The Taxpayer elected to offset $44,426 of the loss for the 2002 year to other companies within the group under the group loss provisions. The remaining $1,156,199.09 was attributed to its shareholders in terms of section HG 16.

The Commissioner contended the loss offset rules applicable to LAQCs override the general provision applying to offset of losses between members of a group of companies. The result was that he required all losses to be attributed under the LAQC rules. The TRA upheld the assessment.

Decision

The appellant contended that the term "net loss" in section HG 16 referred to the tax loss of $1,200,526.09 included "a net loss after reduction in that loss by the application of section IG 2". The Commissioner contended that the entire amount of that sum is the "net loss" referred to in section HG 16(1).
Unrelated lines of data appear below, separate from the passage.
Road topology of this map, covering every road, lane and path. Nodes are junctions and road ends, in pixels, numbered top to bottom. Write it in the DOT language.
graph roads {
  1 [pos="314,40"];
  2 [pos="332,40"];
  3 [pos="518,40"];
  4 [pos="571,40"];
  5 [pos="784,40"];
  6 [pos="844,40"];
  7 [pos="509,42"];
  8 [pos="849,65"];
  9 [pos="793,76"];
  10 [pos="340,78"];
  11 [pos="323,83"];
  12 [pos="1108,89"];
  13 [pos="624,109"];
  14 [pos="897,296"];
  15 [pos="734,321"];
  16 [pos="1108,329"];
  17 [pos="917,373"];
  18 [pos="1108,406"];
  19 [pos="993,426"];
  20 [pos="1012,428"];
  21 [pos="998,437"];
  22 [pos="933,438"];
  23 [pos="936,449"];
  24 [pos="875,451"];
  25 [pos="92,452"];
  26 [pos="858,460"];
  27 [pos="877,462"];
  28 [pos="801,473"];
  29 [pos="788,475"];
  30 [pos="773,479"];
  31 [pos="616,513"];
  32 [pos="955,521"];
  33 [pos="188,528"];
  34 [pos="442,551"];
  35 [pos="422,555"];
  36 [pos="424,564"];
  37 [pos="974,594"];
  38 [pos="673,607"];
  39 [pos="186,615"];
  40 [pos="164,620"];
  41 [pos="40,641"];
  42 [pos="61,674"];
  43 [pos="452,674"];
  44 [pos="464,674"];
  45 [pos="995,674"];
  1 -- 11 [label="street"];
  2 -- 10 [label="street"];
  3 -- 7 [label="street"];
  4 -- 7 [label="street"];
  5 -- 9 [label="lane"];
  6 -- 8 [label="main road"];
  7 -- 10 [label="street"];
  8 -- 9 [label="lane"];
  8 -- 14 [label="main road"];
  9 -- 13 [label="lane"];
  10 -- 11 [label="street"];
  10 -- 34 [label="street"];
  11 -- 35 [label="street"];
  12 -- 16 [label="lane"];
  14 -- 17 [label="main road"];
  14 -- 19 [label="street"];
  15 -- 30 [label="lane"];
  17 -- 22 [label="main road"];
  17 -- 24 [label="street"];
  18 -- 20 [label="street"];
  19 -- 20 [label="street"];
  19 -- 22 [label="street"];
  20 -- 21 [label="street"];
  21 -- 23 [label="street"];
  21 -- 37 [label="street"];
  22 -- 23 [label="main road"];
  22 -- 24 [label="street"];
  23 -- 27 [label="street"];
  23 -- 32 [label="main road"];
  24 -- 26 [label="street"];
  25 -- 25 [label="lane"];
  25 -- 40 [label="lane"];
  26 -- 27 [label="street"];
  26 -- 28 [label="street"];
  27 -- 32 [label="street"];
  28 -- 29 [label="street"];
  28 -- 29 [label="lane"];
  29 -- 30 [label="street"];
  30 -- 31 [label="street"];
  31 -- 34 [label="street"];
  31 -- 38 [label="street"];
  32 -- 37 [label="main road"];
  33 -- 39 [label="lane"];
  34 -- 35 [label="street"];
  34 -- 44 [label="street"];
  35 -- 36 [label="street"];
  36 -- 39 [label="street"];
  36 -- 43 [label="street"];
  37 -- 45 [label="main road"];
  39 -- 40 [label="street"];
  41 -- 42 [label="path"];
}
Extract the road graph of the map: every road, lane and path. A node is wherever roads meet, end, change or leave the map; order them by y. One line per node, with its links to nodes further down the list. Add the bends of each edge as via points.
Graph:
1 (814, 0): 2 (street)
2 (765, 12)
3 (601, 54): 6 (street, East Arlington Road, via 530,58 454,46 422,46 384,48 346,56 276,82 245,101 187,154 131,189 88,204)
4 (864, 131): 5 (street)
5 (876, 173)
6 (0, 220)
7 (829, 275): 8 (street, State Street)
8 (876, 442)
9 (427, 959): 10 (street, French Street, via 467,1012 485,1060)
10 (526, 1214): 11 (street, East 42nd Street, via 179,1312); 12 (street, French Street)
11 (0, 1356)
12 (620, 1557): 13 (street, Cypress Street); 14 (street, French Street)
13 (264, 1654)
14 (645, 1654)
The Court noted that the term "net loss" has been defined in a very simple way to be the difference between available deductible expenses and gross income. If the meaning of "net loss" in section HG 16(1) is expanded to allow for reduction of that loss by an offset election under section IG 2(2)(i) then that does more that just qualify the definition, it changes the meaning of it completely.

The Court concluded by observing that sections HG 10 and IG 2 and HG 16 can co-exist. The correct interpretation of section HG 16 is that it has the effect of passing through the losses of the LAQC to the shareholders where losses accrue after the election. If there is no election, then sections HG 10 and IG 2 can be used.